This book is part of a recent wave of interest in—and scholarship about—education reform in the United States. Few observers dispute that the country has witnessed an "era of education" unlike any other in American history. With the Supreme Court's Brown vs. Board of Education decision in 1954 and the creation of the Elementary and Secondary Education Act (ESEA) in 1965, the federal government began to devote an unprecedented amount of attention and resources to expanding access to public schools and improving their performance. These efforts continue to this day in the form of the important and controversial No Child Left Behind Act (NCLB). McAndrews notes that "only historians seem to have overlooked the significance of schools to the children who attend them, the parents who send their children to them, the employees who staff them, and the taxpayers who finance them—in other words, just about everyone" (p. 1). Most existing work on education by historians—such as Diane Ravitch's The Troubled Crusade: American Education 1945–1980 (1985)—does not focus on the federal role. The works that do focus on the federal role, meanwhile—such as Hugh Davis Graham's The Uncertain Triumph: Federal Education Policy in the Kennedy and Johnson Years (1984) and McAndrews's earlier work, Broken Ground: John F. Kennedy and the Politics of Education (1991)tend to be quite dated. One of the great merits of his current volume is that it begins to fill this gap in the historical literature.

The organization of McAndrews's book is unusual, as the material is divided by topic and then again chronologically.
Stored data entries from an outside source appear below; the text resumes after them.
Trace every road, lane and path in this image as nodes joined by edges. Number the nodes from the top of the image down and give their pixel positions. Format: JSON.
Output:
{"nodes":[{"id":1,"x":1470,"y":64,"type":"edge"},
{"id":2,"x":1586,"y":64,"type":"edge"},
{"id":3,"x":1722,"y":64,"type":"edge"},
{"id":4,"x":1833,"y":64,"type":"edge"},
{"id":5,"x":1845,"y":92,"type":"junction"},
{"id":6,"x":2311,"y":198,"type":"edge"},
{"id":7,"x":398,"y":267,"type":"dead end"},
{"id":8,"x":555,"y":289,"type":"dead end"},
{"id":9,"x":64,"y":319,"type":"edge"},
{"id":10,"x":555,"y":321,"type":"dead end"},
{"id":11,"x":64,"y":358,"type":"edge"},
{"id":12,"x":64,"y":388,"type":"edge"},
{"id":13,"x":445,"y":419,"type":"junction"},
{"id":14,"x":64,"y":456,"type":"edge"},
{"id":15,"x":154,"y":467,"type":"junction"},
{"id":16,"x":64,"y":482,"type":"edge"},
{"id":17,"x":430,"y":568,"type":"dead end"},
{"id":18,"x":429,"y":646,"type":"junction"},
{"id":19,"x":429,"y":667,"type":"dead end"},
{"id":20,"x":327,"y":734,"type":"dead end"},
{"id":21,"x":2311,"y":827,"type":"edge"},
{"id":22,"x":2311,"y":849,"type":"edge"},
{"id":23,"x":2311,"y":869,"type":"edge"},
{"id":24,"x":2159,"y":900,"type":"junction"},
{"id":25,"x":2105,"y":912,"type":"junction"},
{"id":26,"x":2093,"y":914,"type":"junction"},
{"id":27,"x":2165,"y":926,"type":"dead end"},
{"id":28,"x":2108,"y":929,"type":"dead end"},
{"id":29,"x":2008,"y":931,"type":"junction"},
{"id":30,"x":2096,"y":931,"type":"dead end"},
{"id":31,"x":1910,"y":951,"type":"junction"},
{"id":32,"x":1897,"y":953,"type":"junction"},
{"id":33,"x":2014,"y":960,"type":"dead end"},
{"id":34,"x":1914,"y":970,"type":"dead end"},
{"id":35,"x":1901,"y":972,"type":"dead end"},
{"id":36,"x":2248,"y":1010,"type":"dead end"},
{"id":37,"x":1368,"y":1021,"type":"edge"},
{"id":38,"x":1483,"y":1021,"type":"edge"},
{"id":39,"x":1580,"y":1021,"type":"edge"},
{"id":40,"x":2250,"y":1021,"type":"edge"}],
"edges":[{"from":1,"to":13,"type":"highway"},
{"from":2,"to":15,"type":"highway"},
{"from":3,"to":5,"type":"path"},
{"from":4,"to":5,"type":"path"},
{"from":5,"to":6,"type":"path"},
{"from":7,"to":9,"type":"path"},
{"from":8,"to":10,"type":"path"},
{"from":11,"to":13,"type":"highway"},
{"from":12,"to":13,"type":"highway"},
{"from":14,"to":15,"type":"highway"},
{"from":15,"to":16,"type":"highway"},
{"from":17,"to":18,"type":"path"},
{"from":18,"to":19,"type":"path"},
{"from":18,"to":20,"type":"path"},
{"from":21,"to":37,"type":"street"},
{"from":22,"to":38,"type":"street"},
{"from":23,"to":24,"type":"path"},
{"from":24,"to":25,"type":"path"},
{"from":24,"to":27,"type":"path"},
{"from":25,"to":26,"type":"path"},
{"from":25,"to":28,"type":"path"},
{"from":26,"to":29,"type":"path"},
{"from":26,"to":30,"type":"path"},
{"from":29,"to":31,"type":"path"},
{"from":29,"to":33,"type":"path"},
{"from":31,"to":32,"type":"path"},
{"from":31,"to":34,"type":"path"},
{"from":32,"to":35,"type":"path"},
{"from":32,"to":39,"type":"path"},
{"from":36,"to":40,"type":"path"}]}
McAndrews focuses on three different subjects—public school aid, school desegregation, and nonpublic school aid—during two different periods, 1965–1981 and 1981–2001. Dividing the material in this way helps to emphasize the fact that the three topics, despite generally being lumped together by scholars under the broader category of education policy, nonetheless often had distinct political dynamics and outcomes. This approach highlights, for example, how conservatives could oppose [End Page 133] federal intervention in one area (public school aid) while embracing it in another (nonpublic school aid). The trade-off is that this segmented approach makes it more difficult to observe the ways in which the three areas were often interrelated. Nowhere is this more crucial, for example, than with the issue of desegregation. Race and busing—as McAndrews shows effectively—were politically important and contentious issues, but they also cast a pall over federal activism in education reform more generally. Dividing the material chronologically into two periods makes sense on its face, given the author's contention that the Reagan administration marked a significant break with the previous course of federal education policy. This cross-cutting approach to the material, however, can leave the reader a bit disoriented at times, struggling to traverse the shifts back and forth across time and space.

McAndrews begins his study with the passage of the ESEA in 1965—which constituted the big bang of federal education policy. ESEA cemented an important but limited federal role in the nation's schools, one focused on providing supplemental federal funding and programs for disadvantaged students. The author demonstrates how this role became firmly entrenched in subsequent years, despite ongoing concerns (especially from Republicans) about the proper scope and methods of federal intervention. Beginning with President Nixon, the GOP would try repeatedly and unsuccessfully to reduce federal spending and regulation in education or to convert it into unrestricted block grants for states. However, Democratic control of Congress for much of the 1960–1980 period and the popularity of federal education spending with the public and the powerful assortment of school-related groups collectively know as the "education establishment" ultimately undermined the ability (and in some cases the willingness) of Republicans to advance these efforts. While Nixon and Ford each vetoed two education appropriations bills, for example, these vetoes were overridden by Congress. McAndrews demonstrates that the...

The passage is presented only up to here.